Records from a collection:

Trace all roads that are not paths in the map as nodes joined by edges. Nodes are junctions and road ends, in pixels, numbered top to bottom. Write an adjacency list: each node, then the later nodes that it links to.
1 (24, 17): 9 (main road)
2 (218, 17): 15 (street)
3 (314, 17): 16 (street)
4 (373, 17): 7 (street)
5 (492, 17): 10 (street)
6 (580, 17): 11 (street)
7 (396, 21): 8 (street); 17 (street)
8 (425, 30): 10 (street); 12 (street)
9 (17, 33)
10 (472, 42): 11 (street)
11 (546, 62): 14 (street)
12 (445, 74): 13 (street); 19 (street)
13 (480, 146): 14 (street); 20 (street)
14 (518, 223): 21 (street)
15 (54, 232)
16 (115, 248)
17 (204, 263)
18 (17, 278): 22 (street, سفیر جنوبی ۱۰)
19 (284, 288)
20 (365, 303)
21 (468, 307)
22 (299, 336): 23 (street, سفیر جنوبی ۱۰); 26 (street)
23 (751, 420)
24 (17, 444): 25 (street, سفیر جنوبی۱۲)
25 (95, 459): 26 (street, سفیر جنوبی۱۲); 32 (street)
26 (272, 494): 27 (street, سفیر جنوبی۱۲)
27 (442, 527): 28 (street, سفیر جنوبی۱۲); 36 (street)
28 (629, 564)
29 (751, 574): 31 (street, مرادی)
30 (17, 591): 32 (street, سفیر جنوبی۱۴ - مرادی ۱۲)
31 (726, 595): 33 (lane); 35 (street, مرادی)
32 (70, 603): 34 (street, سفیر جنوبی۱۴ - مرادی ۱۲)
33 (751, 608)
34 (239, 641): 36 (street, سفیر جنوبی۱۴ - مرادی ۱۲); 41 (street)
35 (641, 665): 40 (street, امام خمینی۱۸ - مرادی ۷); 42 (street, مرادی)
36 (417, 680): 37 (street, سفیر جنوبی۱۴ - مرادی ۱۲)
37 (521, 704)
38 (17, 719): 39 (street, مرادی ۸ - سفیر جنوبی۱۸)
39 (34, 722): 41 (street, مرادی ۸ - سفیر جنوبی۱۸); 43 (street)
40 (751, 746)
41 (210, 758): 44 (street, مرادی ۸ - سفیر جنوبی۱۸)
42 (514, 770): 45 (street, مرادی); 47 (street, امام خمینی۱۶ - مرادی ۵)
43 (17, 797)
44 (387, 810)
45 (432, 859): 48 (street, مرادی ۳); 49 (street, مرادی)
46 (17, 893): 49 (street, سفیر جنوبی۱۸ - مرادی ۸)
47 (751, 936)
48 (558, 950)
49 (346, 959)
...
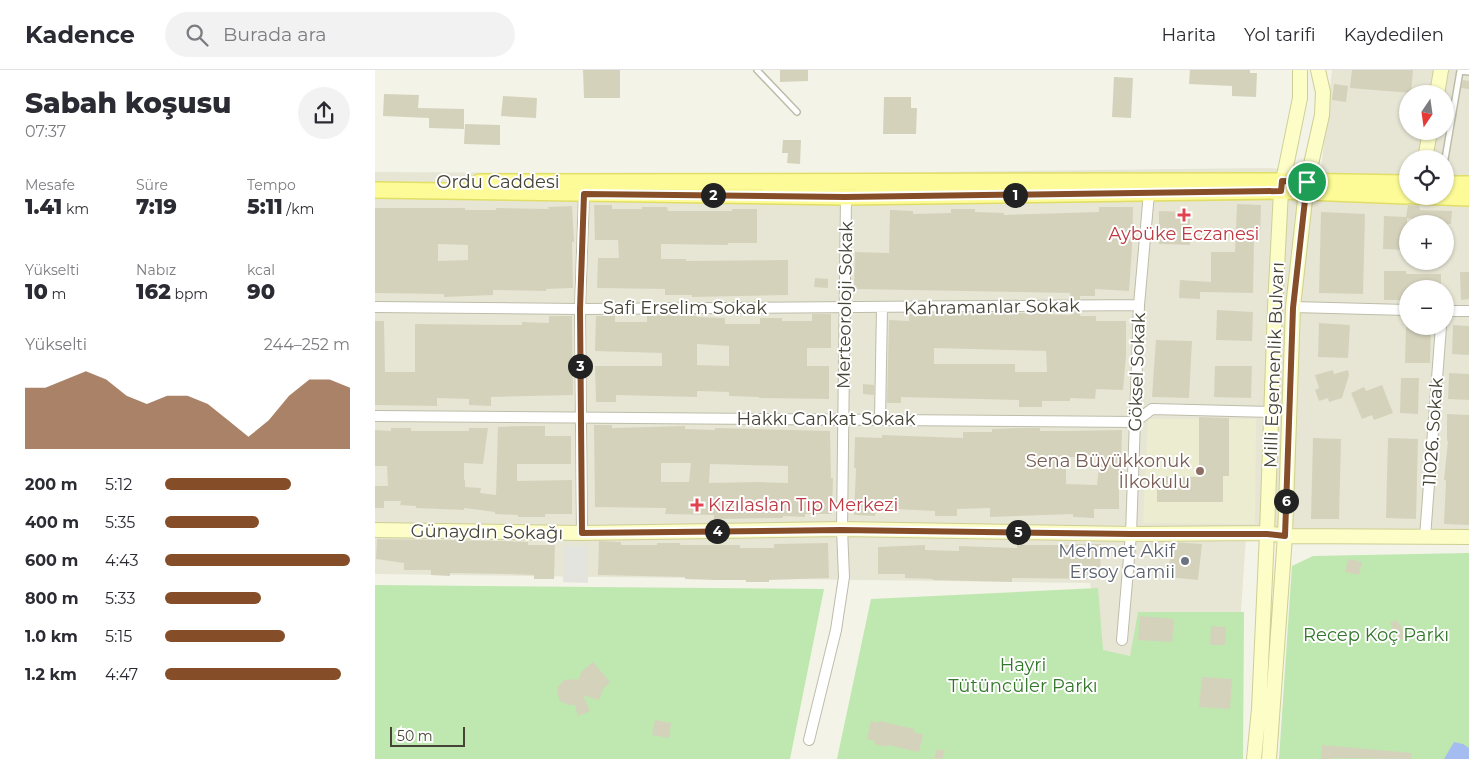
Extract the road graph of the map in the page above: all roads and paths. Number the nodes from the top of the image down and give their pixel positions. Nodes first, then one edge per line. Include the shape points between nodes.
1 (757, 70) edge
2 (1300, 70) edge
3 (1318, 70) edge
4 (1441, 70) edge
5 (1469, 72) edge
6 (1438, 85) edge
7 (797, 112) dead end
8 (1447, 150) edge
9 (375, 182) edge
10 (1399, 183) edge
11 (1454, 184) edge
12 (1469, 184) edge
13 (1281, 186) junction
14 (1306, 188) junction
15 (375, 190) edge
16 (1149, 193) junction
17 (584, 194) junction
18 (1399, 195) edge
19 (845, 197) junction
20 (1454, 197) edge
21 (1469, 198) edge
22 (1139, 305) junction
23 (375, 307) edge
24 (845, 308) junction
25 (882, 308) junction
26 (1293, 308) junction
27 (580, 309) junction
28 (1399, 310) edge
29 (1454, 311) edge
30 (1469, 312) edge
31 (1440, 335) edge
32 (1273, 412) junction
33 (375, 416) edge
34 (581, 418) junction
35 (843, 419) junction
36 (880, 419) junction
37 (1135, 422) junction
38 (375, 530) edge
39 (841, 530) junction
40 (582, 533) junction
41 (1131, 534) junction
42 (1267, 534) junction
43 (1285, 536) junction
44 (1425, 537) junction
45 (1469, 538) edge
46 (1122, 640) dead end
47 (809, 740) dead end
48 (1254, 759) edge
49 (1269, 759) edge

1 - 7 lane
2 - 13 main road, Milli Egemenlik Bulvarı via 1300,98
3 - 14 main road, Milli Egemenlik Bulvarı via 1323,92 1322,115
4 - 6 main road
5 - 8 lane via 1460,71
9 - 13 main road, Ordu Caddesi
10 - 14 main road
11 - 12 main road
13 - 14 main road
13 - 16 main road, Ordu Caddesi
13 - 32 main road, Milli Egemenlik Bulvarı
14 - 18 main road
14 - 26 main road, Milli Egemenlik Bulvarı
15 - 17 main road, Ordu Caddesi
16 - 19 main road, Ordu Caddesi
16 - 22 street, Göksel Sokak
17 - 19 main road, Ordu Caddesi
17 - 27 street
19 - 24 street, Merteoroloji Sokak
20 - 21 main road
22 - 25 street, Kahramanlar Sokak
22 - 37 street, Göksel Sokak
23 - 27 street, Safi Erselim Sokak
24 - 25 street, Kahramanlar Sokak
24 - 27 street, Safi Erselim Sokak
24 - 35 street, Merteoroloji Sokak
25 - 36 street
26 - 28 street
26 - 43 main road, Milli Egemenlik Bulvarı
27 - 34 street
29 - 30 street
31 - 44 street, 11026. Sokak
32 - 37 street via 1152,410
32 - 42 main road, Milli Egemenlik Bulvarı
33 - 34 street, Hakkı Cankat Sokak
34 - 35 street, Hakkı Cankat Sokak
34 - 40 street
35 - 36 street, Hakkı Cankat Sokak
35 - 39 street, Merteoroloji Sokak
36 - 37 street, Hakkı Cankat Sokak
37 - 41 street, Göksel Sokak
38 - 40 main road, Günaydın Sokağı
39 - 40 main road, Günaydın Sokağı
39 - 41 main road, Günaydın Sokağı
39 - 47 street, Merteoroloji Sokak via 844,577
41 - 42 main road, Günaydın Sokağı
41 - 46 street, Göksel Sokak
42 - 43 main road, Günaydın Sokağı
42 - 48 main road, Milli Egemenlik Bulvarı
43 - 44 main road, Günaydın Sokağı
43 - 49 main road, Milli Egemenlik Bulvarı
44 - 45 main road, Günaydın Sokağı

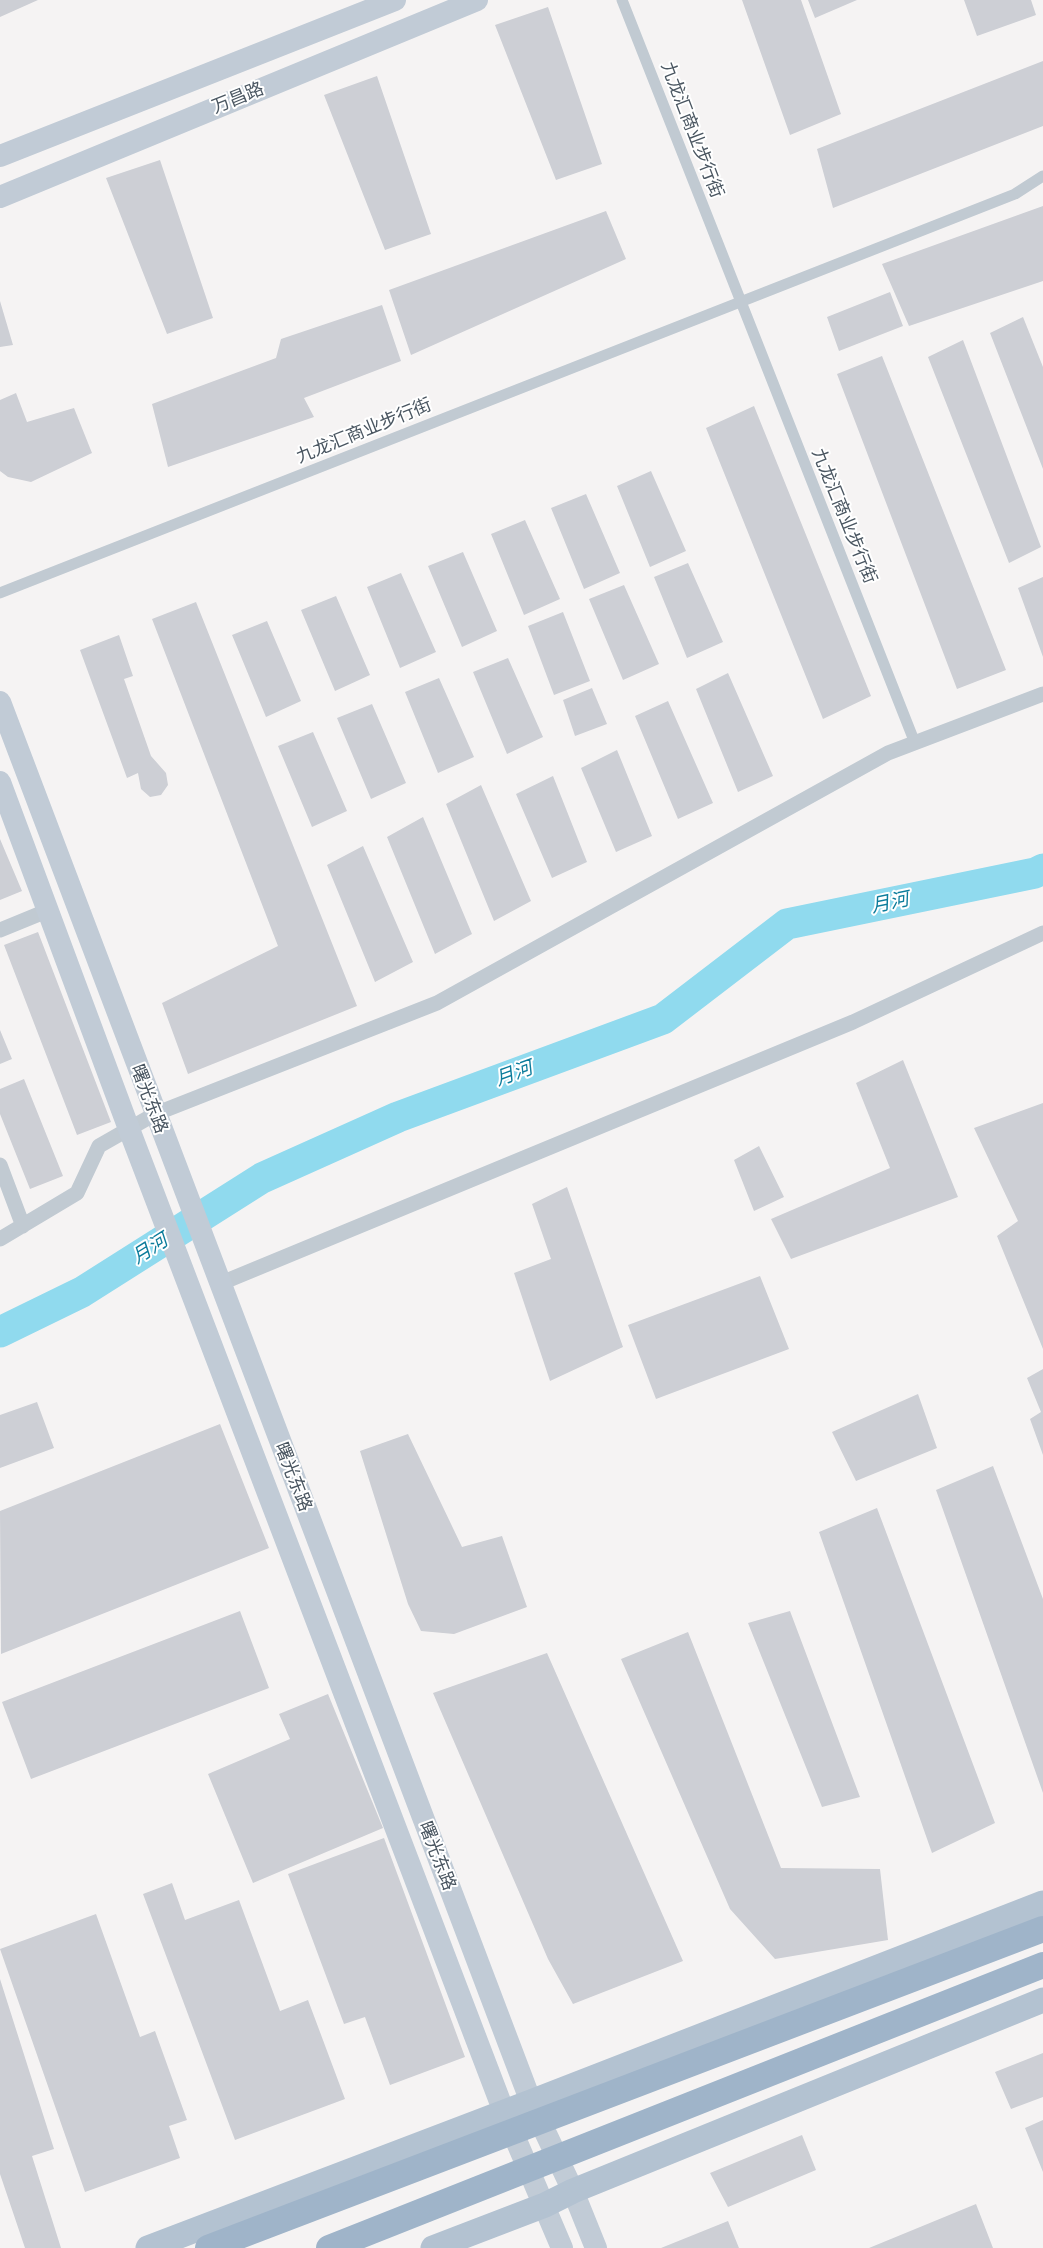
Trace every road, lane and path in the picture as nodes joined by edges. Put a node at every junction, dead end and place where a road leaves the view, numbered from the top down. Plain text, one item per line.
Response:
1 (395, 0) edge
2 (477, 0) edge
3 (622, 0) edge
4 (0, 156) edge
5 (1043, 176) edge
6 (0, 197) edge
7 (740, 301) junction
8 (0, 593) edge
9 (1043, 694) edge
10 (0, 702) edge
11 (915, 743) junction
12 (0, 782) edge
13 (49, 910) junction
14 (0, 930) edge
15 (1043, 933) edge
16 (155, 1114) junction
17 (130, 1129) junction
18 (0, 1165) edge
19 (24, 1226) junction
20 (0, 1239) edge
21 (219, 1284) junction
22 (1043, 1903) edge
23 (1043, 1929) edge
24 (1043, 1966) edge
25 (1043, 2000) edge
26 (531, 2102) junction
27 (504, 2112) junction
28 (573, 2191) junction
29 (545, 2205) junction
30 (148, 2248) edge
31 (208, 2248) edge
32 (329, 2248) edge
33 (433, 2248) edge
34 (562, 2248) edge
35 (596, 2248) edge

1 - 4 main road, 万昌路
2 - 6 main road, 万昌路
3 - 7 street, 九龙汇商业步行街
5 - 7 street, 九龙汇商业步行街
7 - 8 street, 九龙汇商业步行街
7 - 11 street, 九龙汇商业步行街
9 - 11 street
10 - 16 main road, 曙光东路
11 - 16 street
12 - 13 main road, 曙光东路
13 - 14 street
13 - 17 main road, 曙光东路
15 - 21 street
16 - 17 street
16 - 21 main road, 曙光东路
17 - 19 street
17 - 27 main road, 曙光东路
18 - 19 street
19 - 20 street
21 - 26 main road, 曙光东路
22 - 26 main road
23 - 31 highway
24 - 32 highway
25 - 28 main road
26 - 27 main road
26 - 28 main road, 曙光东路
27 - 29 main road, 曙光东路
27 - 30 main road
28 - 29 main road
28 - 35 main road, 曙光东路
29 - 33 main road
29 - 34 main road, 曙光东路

WORK ORDER >>
All lines above containing the string "dead" are to be collected.

COMPLETED TASK >>
7 (797, 112) dead end
46 (1122, 640) dead end
47 (809, 740) dead end
Trace every road, lane and path in the picture as nodes joined by edges. Put a node at every junction, dead end and place where a road leaves the view, numbered from the top down. Plain text, one item per line.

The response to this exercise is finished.